DATA SHOWN: Begin

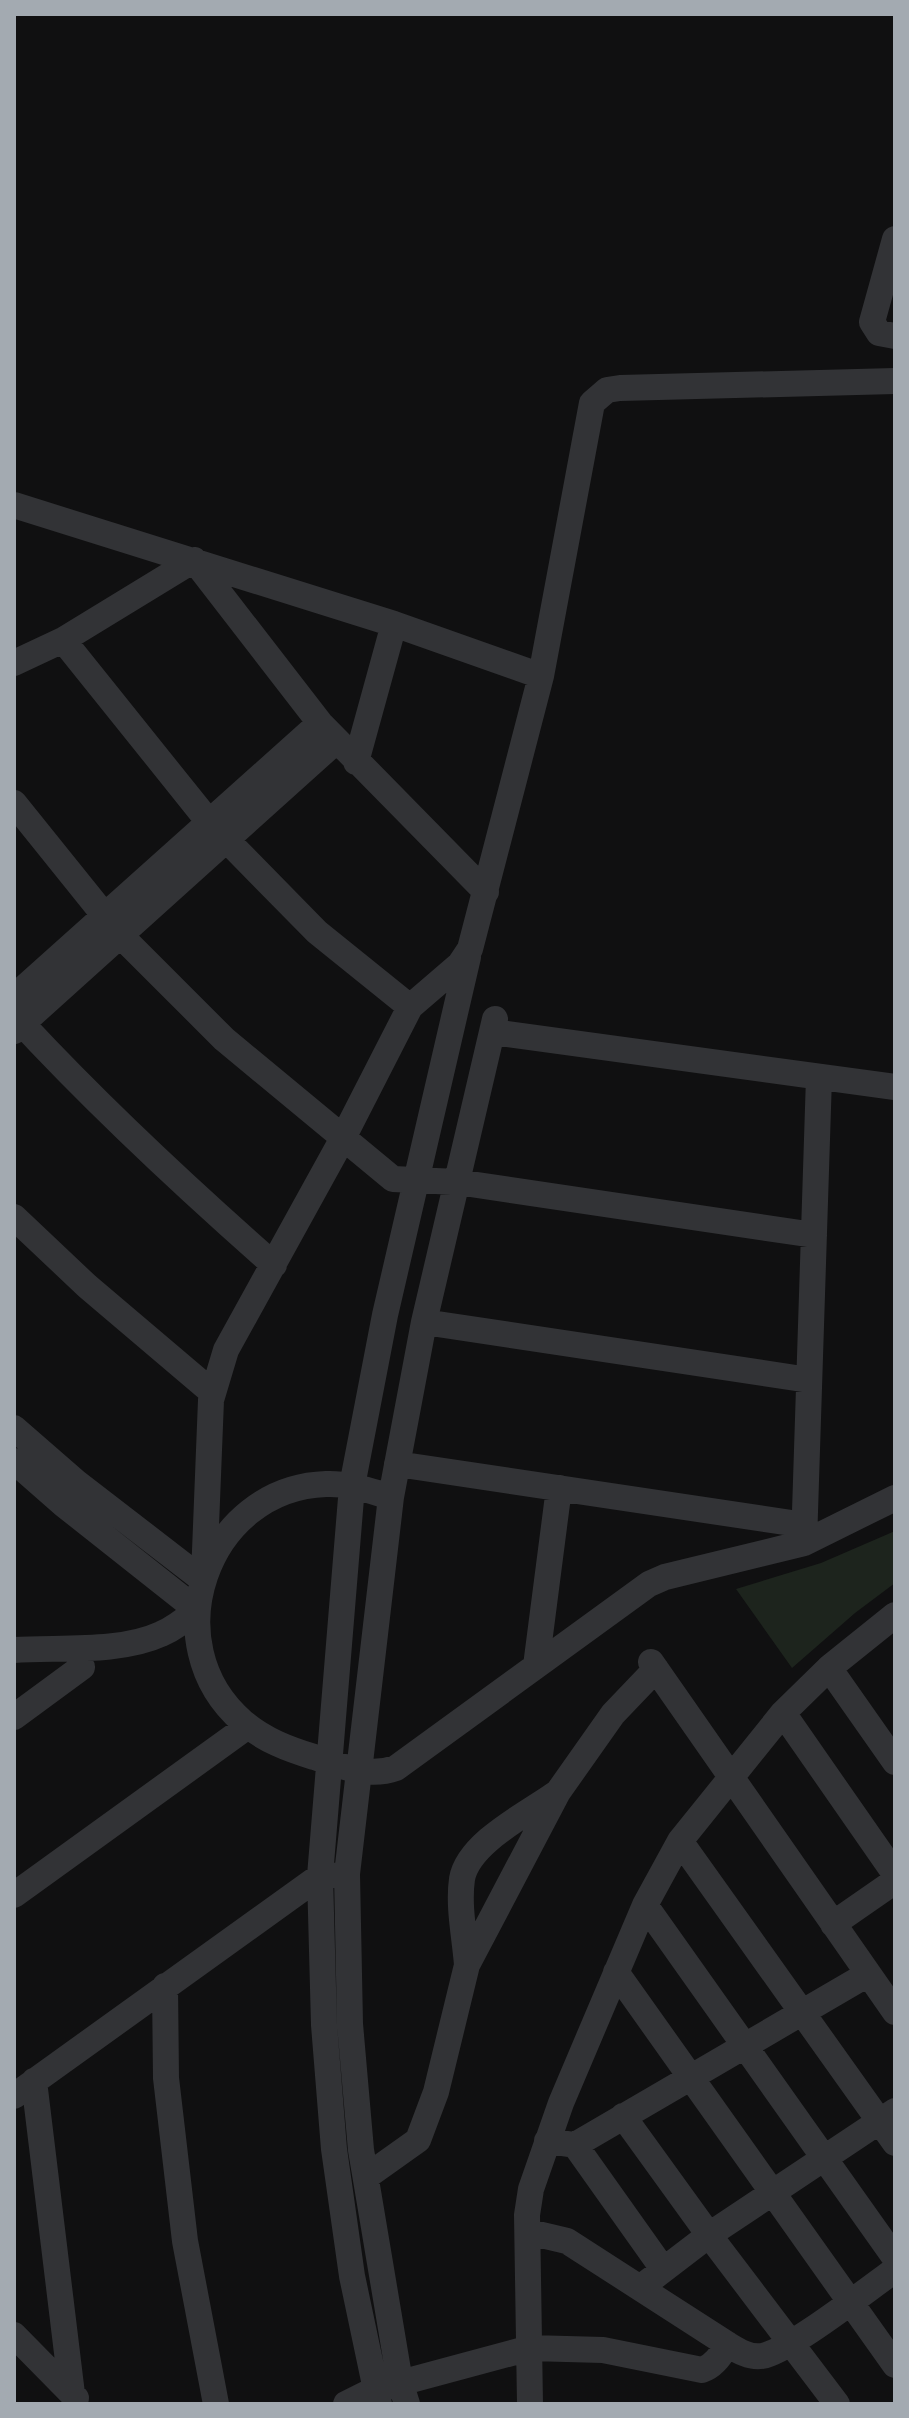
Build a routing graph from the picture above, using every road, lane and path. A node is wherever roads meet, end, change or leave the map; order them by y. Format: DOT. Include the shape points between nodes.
graph roads {
  1 [pos="895,239"];
  2 [pos="895,336"];
  3 [pos="895,381"];
  4 [pos="14,505"];
  5 [pos="194,560"];
  6 [pos="394,624"];
  7 [pos="63,640"];
  8 [pos="14,663"];
  9 [pos="541,676"];
  10 [pos="328,732"];
  11 [pos="356,762"];
  12 [pos="14,803"];
  13 [pos="209,822"];
  14 [pos="228,841"];
  15 [pos="486,892"];
  16 [pos="104,916"];
  17 [pos="121,936"];
  18 [pos="470,949"];
  19 [pos="14,997"];
  20 [pos="410,1007"];
  21 [pos="17,1023"];
  22 [pos="819,1077"];
  23 [pos="895,1087"];
  24 [pos="343,1138"];
  25 [pos="415,1181"];
  26 [pos="457,1182"];
  27 [pos="14,1217"];
  28 [pos="814,1235"];
  29 [pos="274,1265"];
  30 [pos="424,1322"];
  31 [pos="809,1380"];
  32 [pos="213,1393"];
  33 [pos="14,1428"];
  34 [pos="14,1461"];
  35 [pos="397,1464"];
  36 [pos="352,1486"];
  37 [pos="559,1488"];
  38 [pos="391,1497"];
  39 [pos="895,1498"];
  40 [pos="804,1534"];
  41 [pos="203,1578"];
  42 [pos="197,1610"];
  43 [pos="895,1615"];
  44 [pos="14,1650"];
  45 [pos="536,1666"];
  46 [pos="82,1667"];
  47 [pos="829,1668"];
  48 [pos="783,1713"];
  49 [pos="14,1717"];
  50 [pos="248,1726"];
  51 [pos="329,1762"];
  52 [pos="895,1762"];
  53 [pos="361,1771"];
  54 [pos="730,1776"];
  55 [pos="558,1792"];
  56 [pos="680,1841"];
  57 [pos="347,1874"];
  58 [pos="895,1874"];
  59 [pos="320,1876"];
  60 [pos="895,1881"];
  61 [pos="14,1895"];
  62 [pos="645,1905"];
  63 [pos="833,1924"];
  64 [pos="467,1965"];
  65 [pos="616,1972"];
  66 [pos="868,1974"];
  67 [pos="165,1986"];
  68 [pos="801,2011"];
  69 [pos="895,2012"];
  70 [pos="745,2045"];
  71 [pos="690,2076"];
  72 [pos="24,2089"];
  73 [pos="623,2116"];
  74 [pos="887,2116"];
  75 [pos="547,2141"];
  76 [pos="895,2143"];
  77 [pos="575,2145"];
  78 [pos="825,2159"];
  79 [pos="366,2177"];
  80 [pos="774,2194"];
  81 [pos="529,2232"];
  82 [pos="709,2235"];
  83 [pos="895,2258"];
  84 [pos="663,2269"];
  85 [pos="895,2270"];
  86 [pos="641,2287"];
  87 [pos="850,2301"];
  88 [pos="14,2335"];
  89 [pos="792,2341"];
  90 [pos="727,2344"];
  91 [pos="530,2348"];
  92 [pos="895,2365"];
  93 [pos="404,2393"];
  94 [pos="376,2397"];
  95 [pos="77,2399"];
  96 [pos="216,2404"];
  97 [pos="346,2404"];
  98 [pos="530,2404"];
  99 [pos="837,2404"];
  1 -- 2 [label="street" via="872,322 879,333"];
  3 -- 9 [label="street" via="620,388 599,394 589,412"];
  4 -- 5 [label="street"];
  5 -- 6 [label="street"];
  5 -- 7 [label="street"];
  5 -- 10 [label="street"];
  6 -- 9 [label="street"];
  6 -- 11 [label="street"];
  7 -- 8 [label="street"];
  7 -- 13 [label="street"];
  9 -- 15 [label="street"];
  10 -- 11 [label="street"];
  10 -- 13 [label="street"];
  10 -- 14 [label="street"];
  11 -- 15 [label="street"];
  12 -- 16 [label="street"];
  13 -- 14 [label="street"];
  13 -- 16 [label="street"];
  14 -- 17 [label="street"];
  14 -- 20 [label="street" via="317,932"];
  15 -- 18 [label="street"];
  16 -- 17 [label="street"];
  16 -- 19 [label="street"];
  17 -- 21 [label="street"];
  17 -- 24 [label="street" via="224,1039"];
  18 -- 20 [label="street"];
  18 -- 25 [label="street"];
  20 -- 24 [label="street"];
  21 -- 29 [label="street" via="178,1181"];
  22 -- 23 [label="street"];
  22 -- 26 [label="street" via="494,1026"];
  22 -- 28 [label="street"];
  24 -- 25 [label="street" via="393,1179"];
  24 -- 29 [label="street"];
  25 -- 26 [label="street"];
  25 -- 36 [label="street"];
  26 -- 28 [label="street"];
  26 -- 30 [label="street"];
  27 -- 32 [label="street"];
  28 -- 31 [label="street"];
  29 -- 32 [label="street" via="226,1350"];
  30 -- 31 [label="street"];
  30 -- 35 [label="street"];
  31 -- 40 [label="street"];
  32 -- 41 [label="street"];
  33 -- 41 [label="street"];
  34 -- 42 [label="street"];
  35 -- 37 [label="street"];
  35 -- 38 [label="street"];
  36 -- 38 [label="street"];
  36 -- 41 [label="street" via="303,1487 260,1504 226,1535"];
  36 -- 51 [label="street"];
  37 -- 40 [label="street"];
  37 -- 45 [label="street"];
  38 -- 53 [label="street"];
  39 -- 40 [label="street"];
  40 -- 45 [label="street" via="649,1584"];
  41 -- 42 [label="street"];
  42 -- 44 [label="street" via="147,1639"];
  42 -- 50 [label="street" via="205,1667 228,1707"];
  43 -- 47 [label="street"];
  45 -- 53 [label="street" via="396,1768"];
  46 -- 49 [label="street"];
  47 -- 48 [label="street"];
  47 -- 52 [label="street"];
  48 -- 54 [label="street"];
  48 -- 58 [label="street"];
  50 -- 51 [label="street" via="284,1747"];
  50 -- 61 [label="street"];
  51 -- 53 [label="street"];
  51 -- 59 [label="street"];
  53 -- 57 [label="street"];
  54 -- 55 [label="street" via="654,1666"];
  54 -- 56 [label="street"];
  54 -- 63 [label="street"];
  55 -- 64 [label="street"];
  55 -- 64 [label="street" via="480,1847 466,1864 461,1904"];
  56 -- 62 [label="street"];
  56 -- 68 [label="street"];
  57 -- 59 [label="street"];
  57 -- 79 [label="street" via="350,2024"];
  59 -- 67 [label="street"];
  59 -- 94 [label="street" via="334,2149"];
  60 -- 63 [label="street"];
  62 -- 65 [label="street"];
  62 -- 70 [label="street"];
  63 -- 66 [label="street"];
  64 -- 79 [label="street" via="436,2092 418,2140"];
  65 -- 71 [label="street"];
  65 -- 75 [label="street"];
  66 -- 68 [label="street"];
  66 -- 69 [label="street"];
  67 -- 72 [label="street"];
  67 -- 96 [label="street" via="166,2078 185,2241"];
  68 -- 70 [label="street"];
  68 -- 74 [label="street"];
  70 -- 71 [label="street"];
  70 -- 78 [label="street"];
  71 -- 73 [label="street"];
  71 -- 80 [label="street"];
  72 -- 95 [label="street"];
  73 -- 77 [label="street"];
  73 -- 82 [label="street"];
  74 -- 76 [label="street"];
  74 -- 78 [label="street"];
  75 -- 77 [label="street"];
  75 -- 81 [label="street" via="531,2189"];
  77 -- 84 [label="street"];
  78 -- 80 [label="street"];
  78 -- 83 [label="street"];
  79 -- 93 [label="street"];
  80 -- 82 [label="street"];
  80 -- 87 [label="street"];
  81 -- 86 [label="street" via="567,2241"];
  81 -- 91 [label="street"];
  82 -- 84 [label="street"];
  82 -- 89 [label="street"];
  84 -- 86 [label="street"];
  85 -- 87 [label="street"];
  86 -- 90 [label="street"];
  87 -- 89 [label="street"];
  87 -- 92 [label="street"];
  88 -- 95 [label="street"];
  89 -- 90 [label="street" via="761,2356"];
  89 -- 99 [label="street"];
  90 -- 91 [label="street" via="711,2367 702,2370 603,2350"];
  91 -- 93 [label="street"];
  91 -- 98 [label="street"];
  93 -- 94 [label="street"];
  94 -- 97 [label="street"];
}
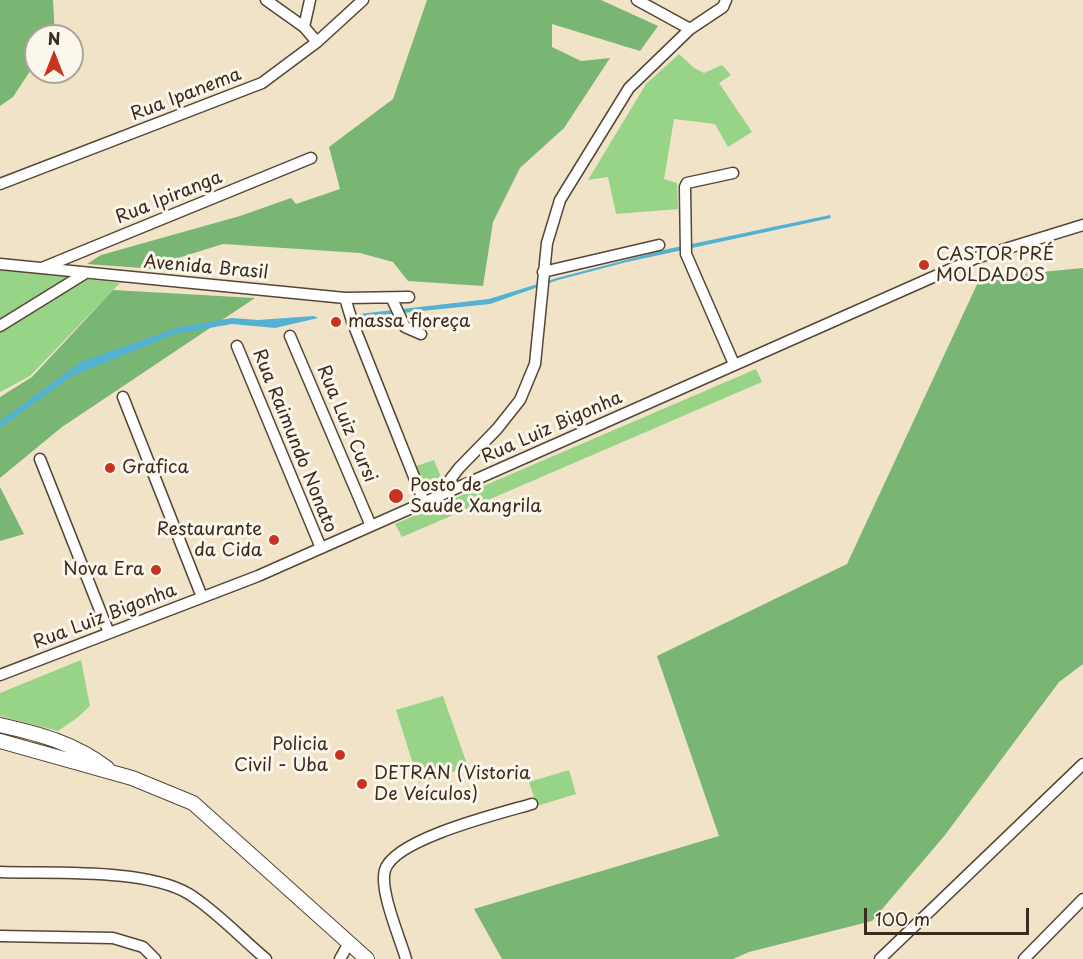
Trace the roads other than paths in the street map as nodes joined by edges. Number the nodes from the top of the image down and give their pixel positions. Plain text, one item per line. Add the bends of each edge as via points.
1 (266, 0) edge
2 (310, 0) edge
3 (363, 0) edge
4 (638, 0) edge
5 (724, 4) edge
6 (304, 27) junction
7 (690, 29) junction
8 (317, 42) junction
9 (311, 158) dead end
10 (733, 173) dead end
11 (0, 184) edge
12 (1083, 225) edge
13 (659, 245) dead end
14 (0, 264) edge
15 (40, 269) junction
16 (543, 272) junction
17 (84, 274) junction
18 (409, 297) dead end
19 (345, 298) junction
20 (393, 302) junction
21 (0, 326) edge
22 (421, 334) dead end
23 (290, 336) dead end
24 (237, 346) dead end
25 (730, 367) junction
26 (123, 397) dead end
27 (40, 459) dead end
28 (438, 496) junction
29 (424, 502) junction
30 (371, 526) junction
31 (321, 548) junction
32 (202, 597) junction
33 (109, 633) junction
34 (0, 675) edge
35 (0, 725) edge
36 (0, 741) edge
37 (1083, 764) edge
38 (114, 773) junction
39 (532, 804) dead end
40 (0, 872) edge
41 (1083, 899) edge
42 (0, 936) edge
43 (349, 943) junction
44 (154, 959) edge
45 (266, 959) edge
46 (340, 959) edge
47 (367, 959) edge
48 (406, 959) edge
49 (880, 959) edge
50 (1024, 959) edge

1 - 6 street
2 - 6 street
3 - 8 street, Rua Ipanema
4 - 7 street
5 - 7 street
6 - 8 street
7 - 16 street via 628,88 560,200
8 - 11 street, Rua Ipanema via 262,83
9 - 15 street, Rua Ipiranga
10 - 25 street via 686,185 685,225 686,254 734,364
12 - 25 street, Rua Luiz Bigonha via 976,258
13 - 16 street
14 - 15 street, Avenida Brasil
15 - 17 street, Avenida Brasil
16 - 28 street via 534,364 520,400
17 - 19 street, Avenida Brasil
17 - 21 street
18 - 20 street, Avenida Brasil
19 - 20 street, Avenida Brasil
19 - 29 street
20 - 22 street via 405,327
23 - 30 street, Rua Luiz Cursi
24 - 31 street, Rua Raimundo Nonato
25 - 28 street, Rua Luiz Bigonha
26 - 32 street
27 - 33 street
28 - 29 street, Rua Luiz Bigonha
29 - 30 street, Rua Luiz Bigonha
30 - 31 street, Rua Luiz Bigonha
31 - 32 street, Rua Luiz Bigonha
32 - 33 street, Rua Luiz Bigonha
33 - 34 street, Rua Luiz Bigonha
35 - 38 street via 49,736
36 - 38 street
37 - 49 street
38 - 43 street via 193,803
39 - 48 street via 418,840 390,859 384,872 386,893
40 - 45 street via 161,881 190,894
41 - 50 street
42 - 44 street via 113,938 143,947
43 - 46 street
43 - 47 street

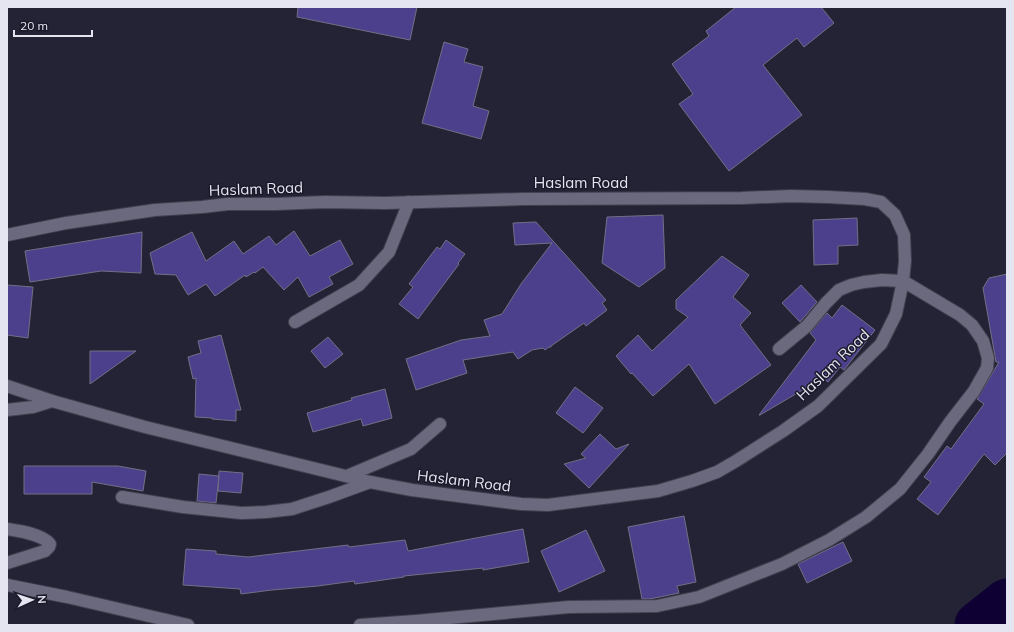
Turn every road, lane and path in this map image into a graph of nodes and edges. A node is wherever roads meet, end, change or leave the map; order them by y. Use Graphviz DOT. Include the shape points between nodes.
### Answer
graph roads {
  1 [pos="409,202"];
  2 [pos="7,235"];
  3 [pos="903,281"];
  4 [pos="295,322"];
  5 [pos="779,349"];
  6 [pos="7,386"];
  7 [pos="52,401"];
  8 [pos="7,410"];
  9 [pos="440,424"];
  10 [pos="347,476"];
  11 [pos="370,482"];
  12 [pos="122,497"];
  13 [pos="7,529"];
  14 [pos="7,563"];
  15 [pos="7,585"];
  16 [pos="188,625"];
  17 [pos="360,625"];
  1 -- 2 [label="street, Haslam Road" via="228,204 155,210 66,223"];
  1 -- 3 [label="street, Haslam Road" via="791,196 865,199 881,202 895,214 904,235"];
  1 -- 4 [label="street" via="389,252 359,285"];
  3 -- 5 [label="street" via="864,282 839,290 807,326"];
  3 -- 11 [label="street, Haslam Road" via="896,314 881,344 818,406 717,472 658,491 548,505 412,490"];
  3 -- 17 [label="street" via="972,325 983,341 988,358 987,368 974,391 900,489 866,517 829,540 782,564 700,597 657,606 568,606"];
  6 -- 7 [label="street, Haslam Road"];
  7 -- 8 [label="street" via="33,407"];
  7 -- 10 [label="street, Haslam Road" via="145,427"];
  9 -- 10 [label="street" via="411,449"];
  10 -- 11 [label="street, Haslam Road"];
  11 -- 12 [label="street" via="292,509 266,512 183,507"];
  13 -- 14 [label="street" via="44,538 50,544 45,551"];
  15 -- 16 [label="street"];
}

DATA SHOWN: End

WORK ORDER:
Among the records, find the lines that contain "edges" and copy each of them.

RESPONSE:
Trace the roads other than paths in the street map as nodes joined by edges. Number the nodes from the top of the image down and give their pixel positions. Plain text, one item per line. Add the bends of each edge as via points.
Turn every road, lane and path in this map image into a graph of nodes and edges. A node is wherever roads meet, end, change or leave the map; order them by y. Use Graphviz DOT. Include the shape points between nodes.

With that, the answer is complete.